Unlike purely descriptive accounts the ideal of public reason provides an account of reasonableness that is not simply a reflection of current public sentiment. To be sure, many people fail to recognize the distinction between public and nonpublic reasons, nor do they evaluate their own and others arguments according to this standard. Yet, people can, and sometimes do, recognize and accept these distinction in particular cases. The ideal of public reason is a normative standard designed to regulate public discourse. It is a critical standard of reasonableness whose application can be accounted for and critiqued. Therefore, it avoids the relativism of accounts that treat reasonableness as the reflection of a community’s argumentative practices.

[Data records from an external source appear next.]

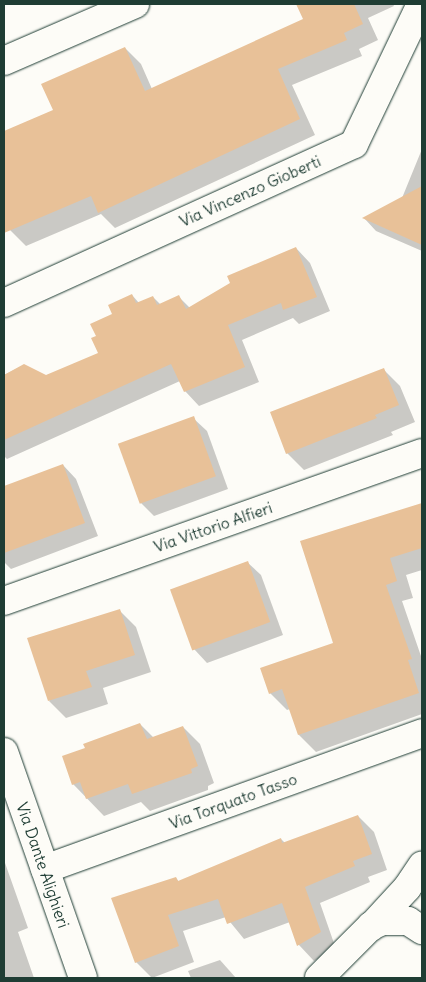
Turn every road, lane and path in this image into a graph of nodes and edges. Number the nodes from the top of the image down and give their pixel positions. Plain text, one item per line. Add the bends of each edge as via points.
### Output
1 (135, 4) edge
2 (421, 4) edge
3 (4, 61) edge
4 (4, 303) edge
5 (422, 453) edge
6 (4, 601) edge
7 (422, 734) edge
8 (4, 752) edge
9 (422, 866) edge
10 (45, 869) junction
11 (422, 930) edge
12 (363, 935) junction
13 (83, 978) edge
14 (319, 978) edge

1 - 3 street
2 - 4 street, Via Vincenzo Gioberti via 354,144
5 - 6 street, Via Vittorio Alfieri
7 - 10 street, Via Torquato Tasso
8 - 10 street, Via Dante Alighieri
9 - 12 street via 407,888
10 - 13 street, Via Dante Alighieri
11 - 12 street via 408,921 395,918 372,926
12 - 14 street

Unlike a purely normative account the ideal of public reason recognizes the plurality of reason. It does not presuppose a single standard of reasonableness, but is appropriate for conflicts where multiple philosophical conceptions of the reasonable are invoked and participants must do work to adjudicate between them. Public reason does not aim for the construction of a single norm to govern our political and moral conduct. Rather, when invoking the ideal of public reason as a critical standard of reasonableness we work to create the framework for forging an ongoing reflexive public consensus on how to speak and argue with each other. A political standard of reasonableness, then, permits not denies or avoids the differences engendering the deep conflicts present liberal democracies. A political standard of reasonableness, unlike epistemic conceptions, does not depend on the resolution of a difference of opinion or the acceptance of a conclusion based upon the premises given, but only that citizens continue to cooperate and compromise in public argument. It is precisely this continued cooperation that is at stake in forging a democratic life based on free and critical deliberation.